What you are asked to do - An exact copy of every record, without the pictures, is what should come back.

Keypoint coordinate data
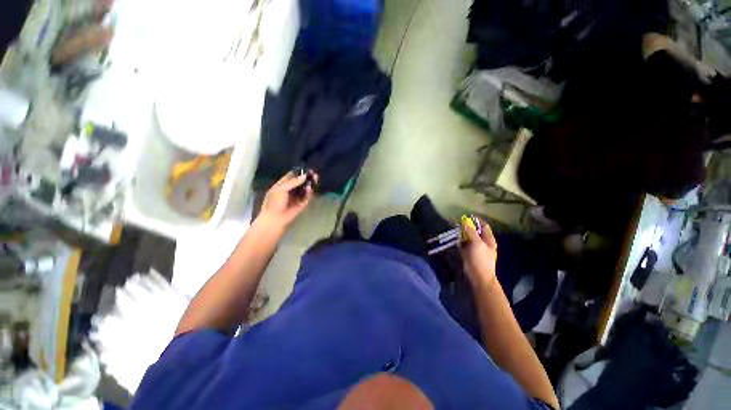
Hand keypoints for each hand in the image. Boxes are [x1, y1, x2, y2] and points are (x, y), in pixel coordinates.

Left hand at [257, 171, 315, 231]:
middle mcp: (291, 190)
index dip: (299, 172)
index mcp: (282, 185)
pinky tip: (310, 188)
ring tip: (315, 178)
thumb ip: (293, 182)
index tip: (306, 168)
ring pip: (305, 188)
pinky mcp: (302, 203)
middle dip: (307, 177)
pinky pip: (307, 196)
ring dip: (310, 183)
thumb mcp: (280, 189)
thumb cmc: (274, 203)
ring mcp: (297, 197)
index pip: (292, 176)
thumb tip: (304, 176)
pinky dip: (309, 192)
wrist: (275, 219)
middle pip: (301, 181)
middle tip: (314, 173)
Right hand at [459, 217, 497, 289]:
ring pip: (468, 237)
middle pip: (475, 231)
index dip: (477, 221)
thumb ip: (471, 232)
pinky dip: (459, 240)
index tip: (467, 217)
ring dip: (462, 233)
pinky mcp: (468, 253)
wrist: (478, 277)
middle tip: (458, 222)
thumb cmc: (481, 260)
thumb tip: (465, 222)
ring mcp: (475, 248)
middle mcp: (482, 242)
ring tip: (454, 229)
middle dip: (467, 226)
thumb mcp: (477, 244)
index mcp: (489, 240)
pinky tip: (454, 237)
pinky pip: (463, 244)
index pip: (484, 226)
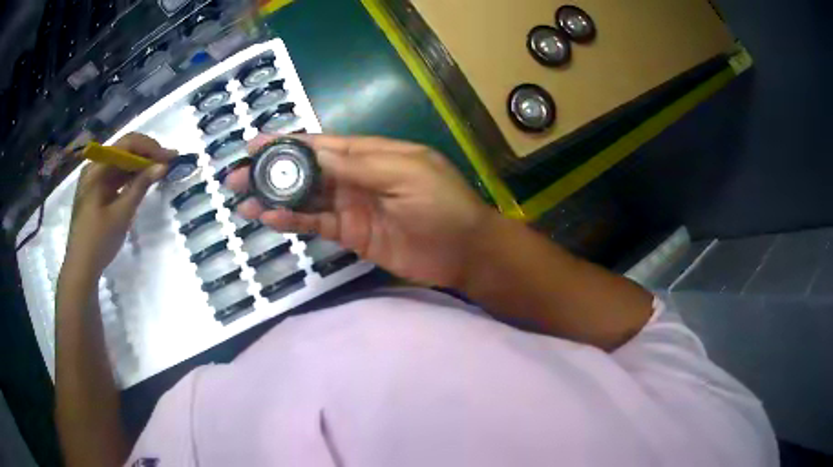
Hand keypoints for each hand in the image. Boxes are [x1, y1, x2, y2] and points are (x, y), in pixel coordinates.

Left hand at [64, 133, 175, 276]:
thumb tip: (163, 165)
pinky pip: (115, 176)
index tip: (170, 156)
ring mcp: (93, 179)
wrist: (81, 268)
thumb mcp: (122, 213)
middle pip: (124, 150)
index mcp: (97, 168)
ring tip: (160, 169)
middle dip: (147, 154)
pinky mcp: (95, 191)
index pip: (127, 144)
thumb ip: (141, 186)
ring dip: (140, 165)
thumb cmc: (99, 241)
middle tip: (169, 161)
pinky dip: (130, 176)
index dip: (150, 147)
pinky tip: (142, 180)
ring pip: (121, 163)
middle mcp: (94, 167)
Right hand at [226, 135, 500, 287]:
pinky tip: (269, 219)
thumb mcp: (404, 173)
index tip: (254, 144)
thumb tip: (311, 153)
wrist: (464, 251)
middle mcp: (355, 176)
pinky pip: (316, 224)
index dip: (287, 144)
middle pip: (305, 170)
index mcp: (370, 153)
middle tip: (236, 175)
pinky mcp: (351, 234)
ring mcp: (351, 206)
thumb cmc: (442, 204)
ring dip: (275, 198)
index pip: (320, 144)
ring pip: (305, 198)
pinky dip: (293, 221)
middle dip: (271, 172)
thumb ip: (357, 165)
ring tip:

Answer box -
Hand keypoints for each hand in the image. Boxes are [x1, y1, x2, y2] and points are (x, y), in pixel coordinates.

Left hand at [257, 171, 315, 231]:
middle mcp: (291, 190)
index dip: (299, 172)
index mcp: (282, 185)
pinky tip: (310, 188)
ring tip: (315, 178)
thumb ip: (293, 182)
index tip: (306, 168)
ring pip: (305, 188)
pinky mcp: (302, 203)
middle dip: (307, 177)
pinky pip: (307, 196)
ring dip: (310, 183)
thumb mcp: (280, 189)
thumb cmc: (274, 203)
ring mcp: (297, 197)
index pip: (292, 176)
thumb tip: (304, 176)
pinky dip: (309, 192)
wrist: (275, 219)
middle pip: (301, 181)
middle tip: (314, 173)
Right hand at [459, 217, 497, 289]:
ring pip: (468, 237)
middle pip: (475, 231)
index dip: (477, 221)
thumb ip: (471, 232)
pinky dip: (459, 240)
index tip: (467, 217)
ring dip: (462, 233)
pinky mcp: (468, 253)
wrist: (478, 277)
middle tip: (458, 222)
thumb cmc: (481, 260)
thumb tip: (465, 222)
ring mcp: (475, 248)
middle mcp: (482, 242)
ring tip: (454, 229)
middle dip: (467, 226)
thumb mcp: (477, 244)
index mcp: (489, 240)
pinky tip: (454, 237)
pinky pip: (463, 244)
index pip: (484, 226)
Hand keypoints for each hand in the image. Boxes are [x1, y1, x2, y2] and points are (x, y), in pixel coordinates.

Left hand at [64, 133, 175, 276]:
thumb tip: (163, 165)
pinky pip: (115, 176)
index tip: (170, 156)
ring mcp: (93, 179)
wrist: (81, 268)
thumb mcp: (122, 213)
middle pip: (124, 150)
index mcp: (97, 168)
ring tip: (160, 169)
middle dip: (147, 154)
pinky mcp: (95, 191)
index pip: (127, 144)
thumb ip: (141, 186)
ring dip: (140, 165)
thumb cmc: (99, 241)
middle tip: (169, 161)
pinky dip: (130, 176)
index dip: (150, 147)
pinky tip: (142, 180)
ring pip: (121, 163)
middle mcp: (94, 167)
Right hand at [226, 135, 500, 287]:
pinky tip: (269, 219)
thumb mcp: (404, 173)
index tip: (254, 144)
thumb tip: (311, 153)
wrist: (464, 251)
middle mcp: (355, 176)
pinky pip: (316, 224)
index dip: (287, 144)
middle pip: (305, 170)
index mcp: (370, 153)
middle tip: (236, 175)
pinky mcp: (351, 234)
ring mcp: (351, 206)
thumb cmc: (442, 204)
ring dip: (275, 198)
index pip: (320, 144)
ring pip: (305, 198)
pinky dip: (293, 221)
middle dip: (271, 172)
thumb ip: (357, 165)
ring tip:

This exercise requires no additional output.